▸ Description of the task
Across the whole listing, copy out every line that includes the string "this".

▸ Input records
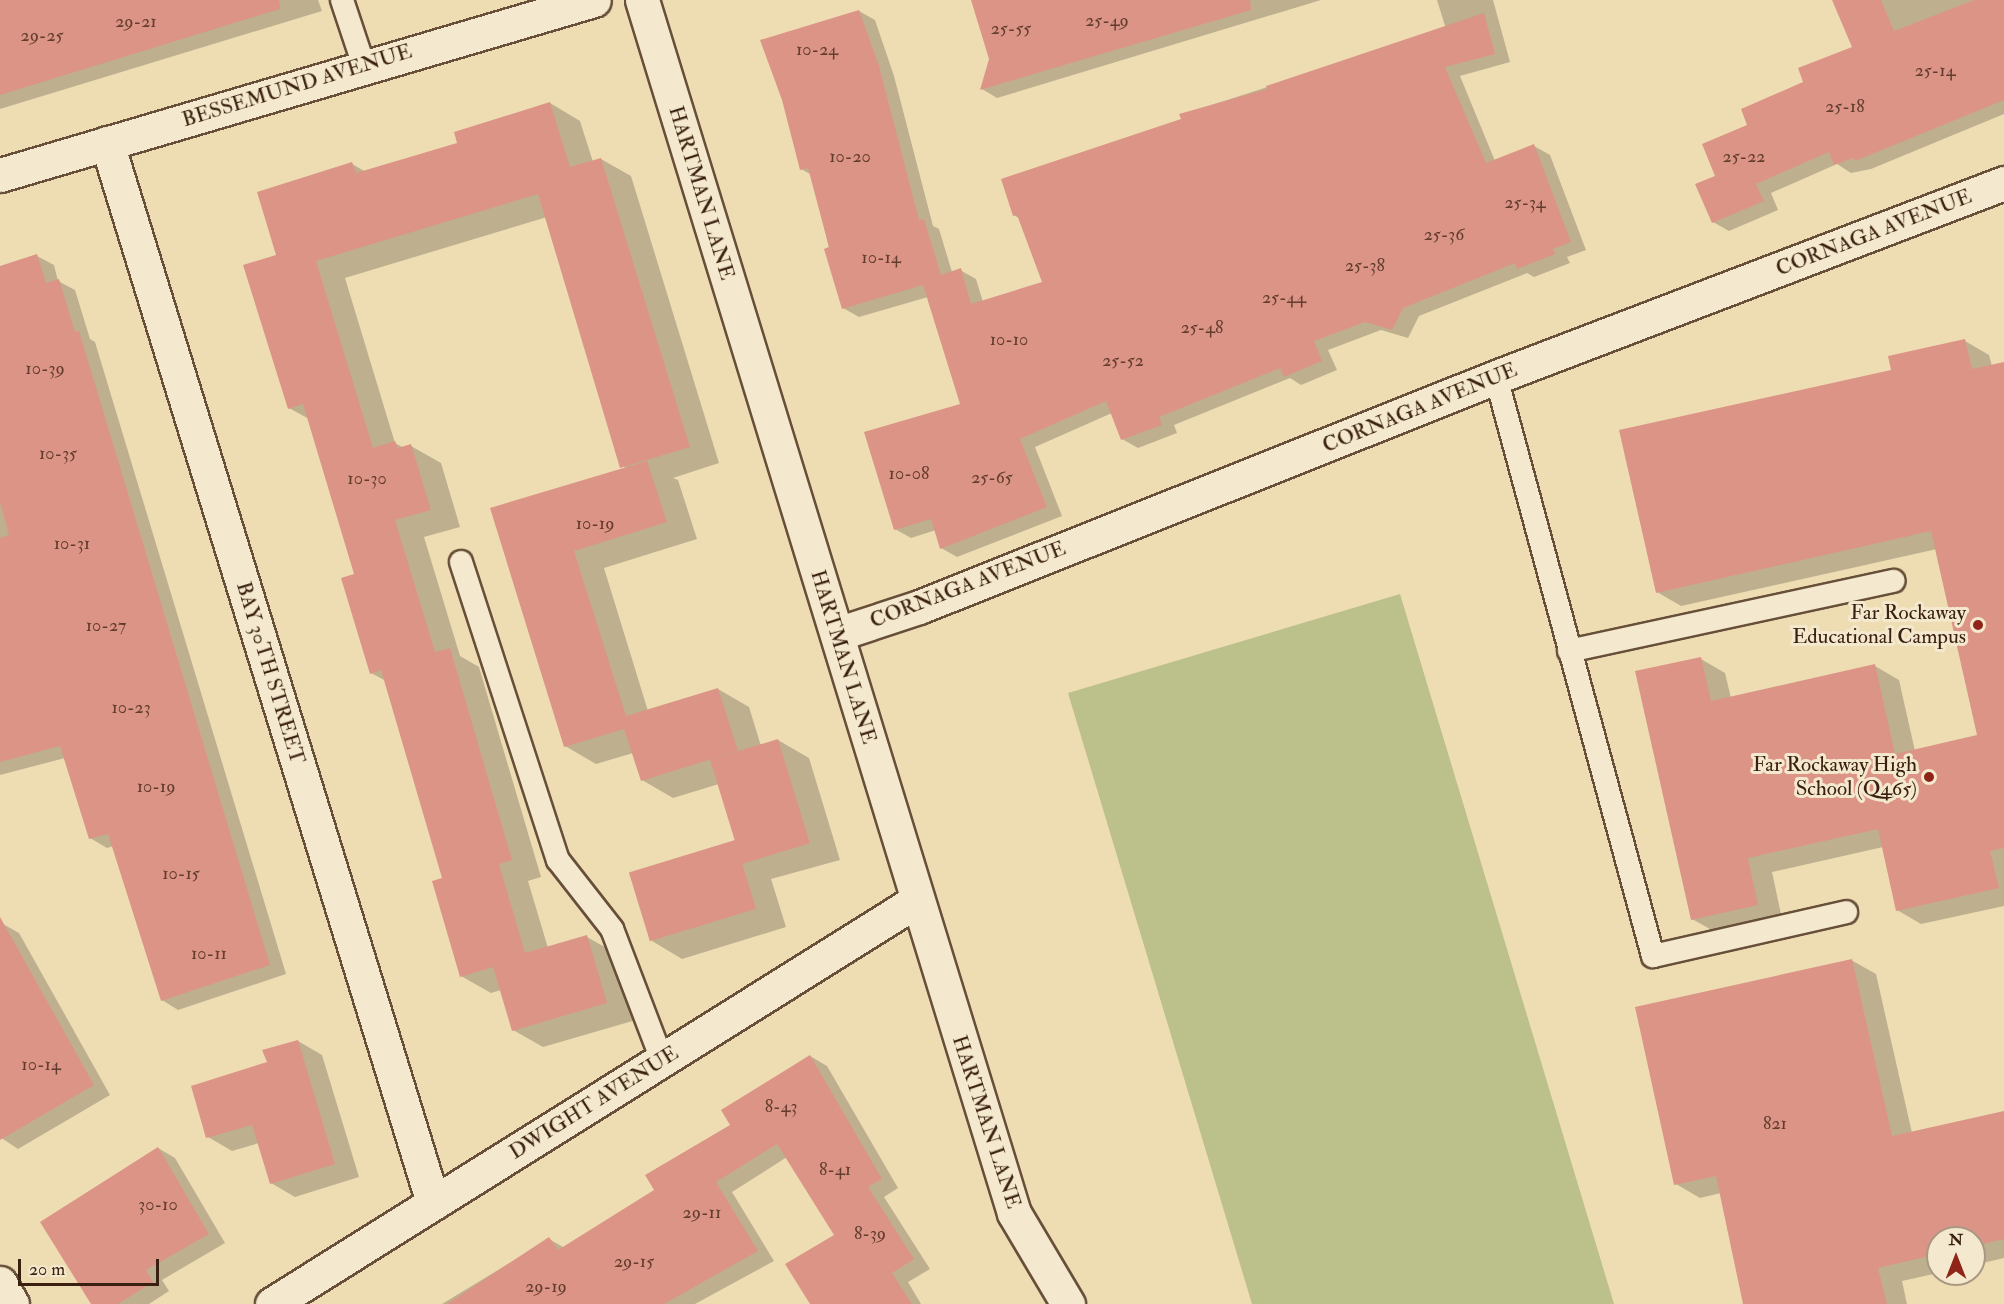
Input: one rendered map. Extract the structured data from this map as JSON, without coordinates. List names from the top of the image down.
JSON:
---
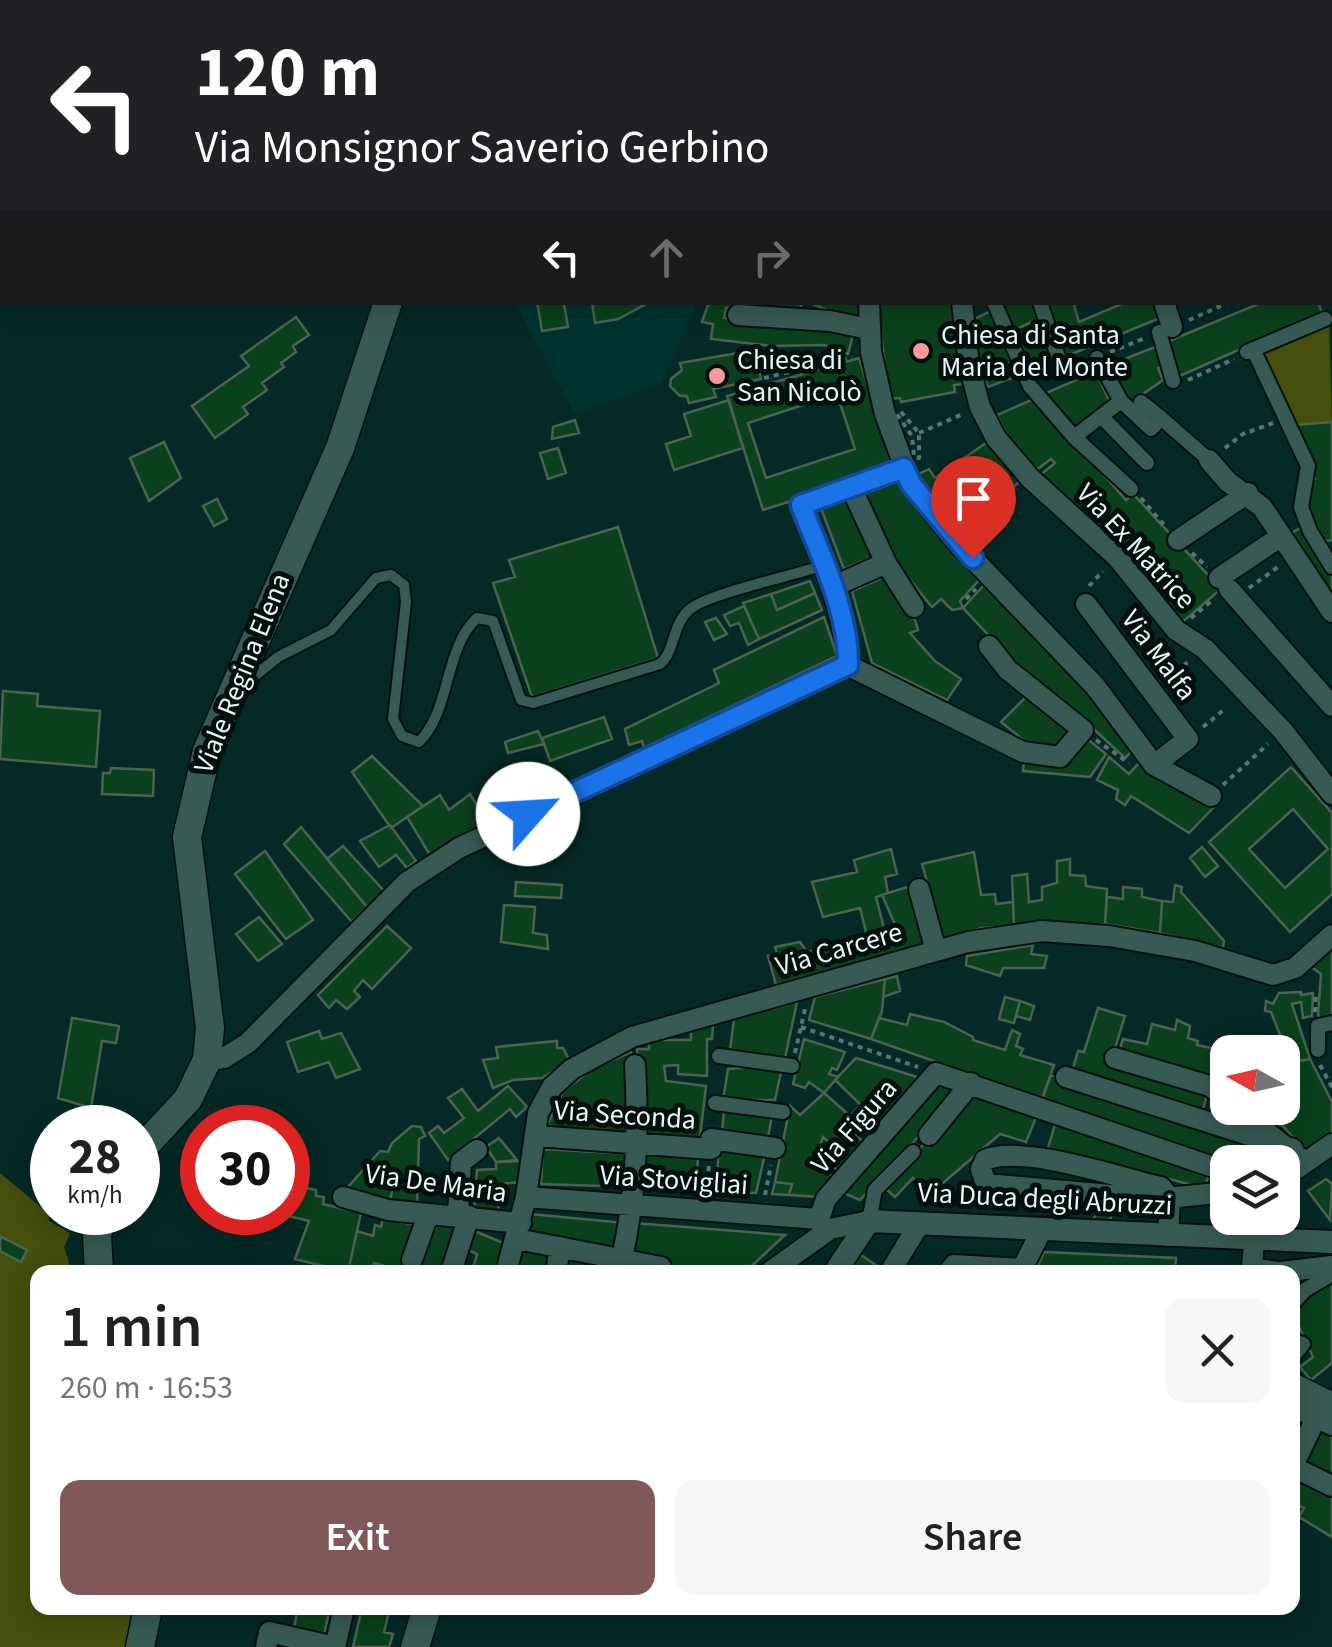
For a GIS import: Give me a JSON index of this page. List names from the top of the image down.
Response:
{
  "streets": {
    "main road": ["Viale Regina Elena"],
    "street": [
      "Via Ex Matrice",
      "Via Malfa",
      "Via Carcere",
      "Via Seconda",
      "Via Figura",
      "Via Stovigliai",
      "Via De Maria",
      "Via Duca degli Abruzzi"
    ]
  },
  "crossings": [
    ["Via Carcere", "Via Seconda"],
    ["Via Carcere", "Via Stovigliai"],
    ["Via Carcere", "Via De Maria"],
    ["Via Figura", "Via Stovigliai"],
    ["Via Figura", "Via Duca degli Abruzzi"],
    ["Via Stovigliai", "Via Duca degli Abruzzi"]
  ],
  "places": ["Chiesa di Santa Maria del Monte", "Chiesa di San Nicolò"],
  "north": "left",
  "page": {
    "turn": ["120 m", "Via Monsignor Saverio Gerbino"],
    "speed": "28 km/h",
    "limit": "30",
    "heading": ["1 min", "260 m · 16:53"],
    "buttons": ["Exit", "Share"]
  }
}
* * *
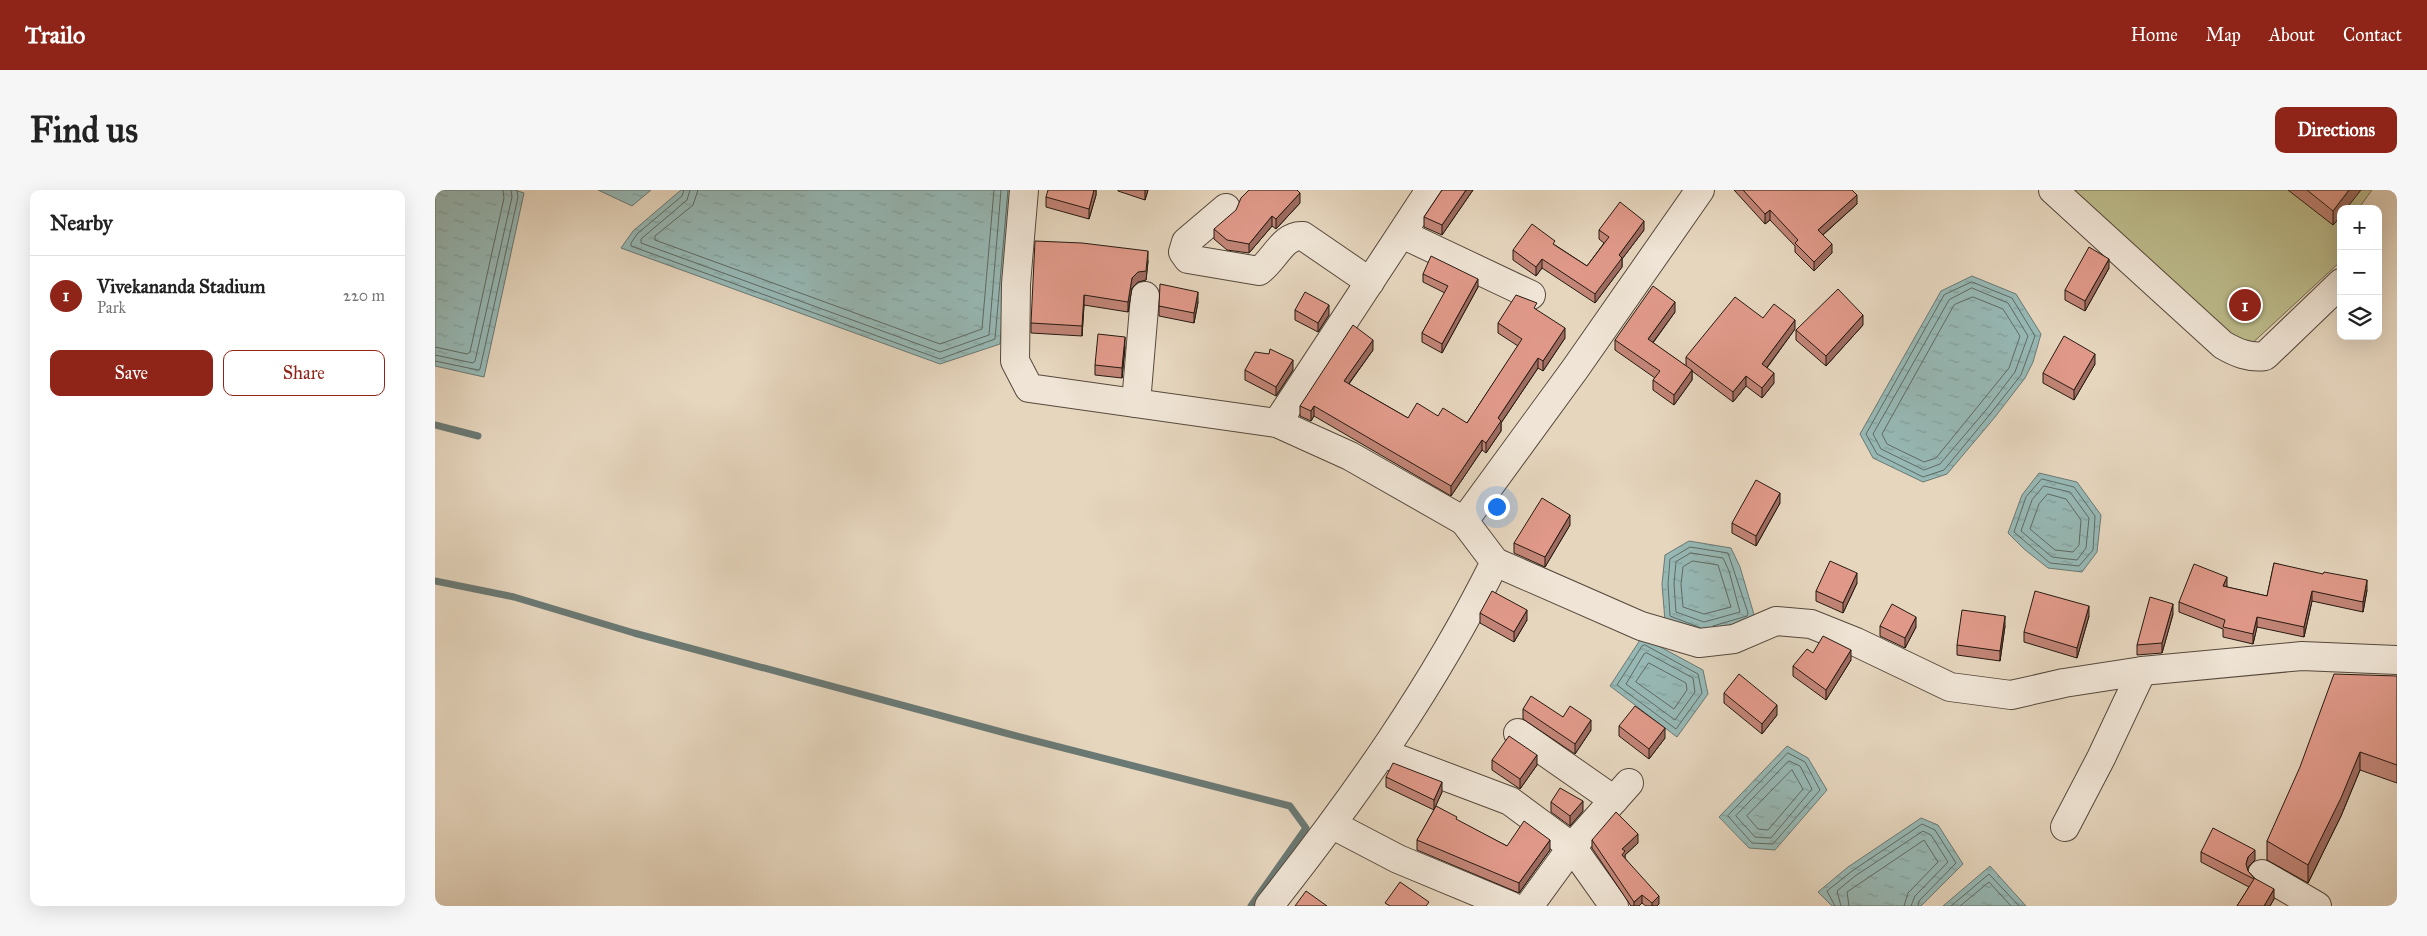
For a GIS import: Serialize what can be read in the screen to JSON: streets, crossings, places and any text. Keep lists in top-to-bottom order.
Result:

▸ Exercise solution
Input: one rendered map. Extract the structured data from this map as JSON, without coordinates. List names from the top of the image down.
For a GIS import: Give me a JSON index of this page. List names from the top of the image down.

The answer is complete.